Racing's return to the Primera División was immediately competitive. In the 2018–19 championship, the team capped a dominant opening stage at the top of Zone A with 22 points from nine matches, recording seven wins, one draw, and just one defeat while conceding only three goals. That performance qualified Racing for the elite Fase Campeonato alongside the country's leading clubs. During this landmark campaign, in March 2019, the AFA officially declared the full professionalization of the Primera División A, establishing a formal professional framework for top-flight clubs. Facing top-tier opposition in the championship phase, Racing finished sixth with nine points from 14 matches.

The club's most significant breakthrough arrived in 2022, as Racing established itself as a true domestic power. Racing claimed third place in the Primera División with a record-setting 47 points from 20 matches (15 wins, two draws, and three losses). Scoring 48 goals and conceding just 16, the team completed the finest top-flight campaign in the history of Racing's women's section. The campaign featured statement victories over traditional powerhouses San Lorenzo, River Plate, and Independiente, making Racing the first club outside the established "big four" of Boca Juniors, River Plate, UAI Urquiza, and San Lorenzo to break into the top four since 2013.

That same year, Racing also featured in the national Copa Federal, facing eventual finalists Belgrano in a hard-fought round of 16 encounter that ended 1–1 before Belgrano narrowly advanced on penalties.

Racing's rapid rise and institutional modernization were further demonstrated by landmark player transfers to international leagues. In August 2022, star striker and captain Rocío Bueno completed a historic move to Italian Serie A side Sassuolo. The transfer marked a milestone in Argentine women's football, as Bueno became the first player in national history whose overseas transfer generated a direct fee for her parent club (€2,000 loan fee with a €25,000 purchase option).

In July 2023, defender Luana Muñoz signed a two-year contract with Celtic Women, becoming the first Argentine footballer to play in the Scottish Women's Premier League, with Racing retaining a 20 per cent sell-on clause.

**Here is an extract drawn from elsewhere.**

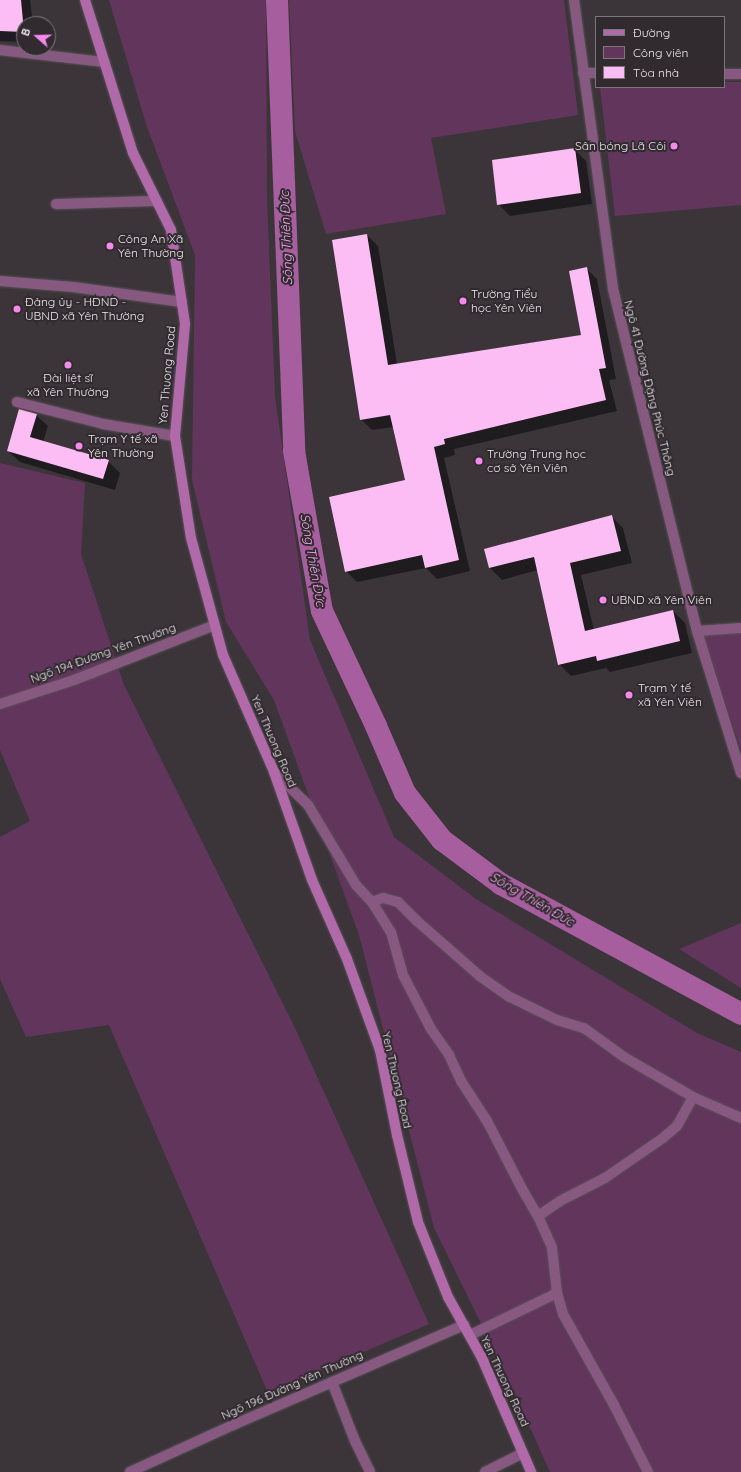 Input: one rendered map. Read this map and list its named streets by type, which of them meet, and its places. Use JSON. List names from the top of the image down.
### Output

This international expansion continued when playmaker Agostina Holzheier secured a transfer to NWSL side Bay FC in the United States, further establishing the club's reputation as a developer of talent for top global leagues.

The period beginning in 2017 marked a complete transformation. Racing executed a rapid ascent from the second division into the top flight, established itself as an elite contender in the professionalized Primera División, set club point records, and pioneered international player transfers that set new standards across Argentine women's football.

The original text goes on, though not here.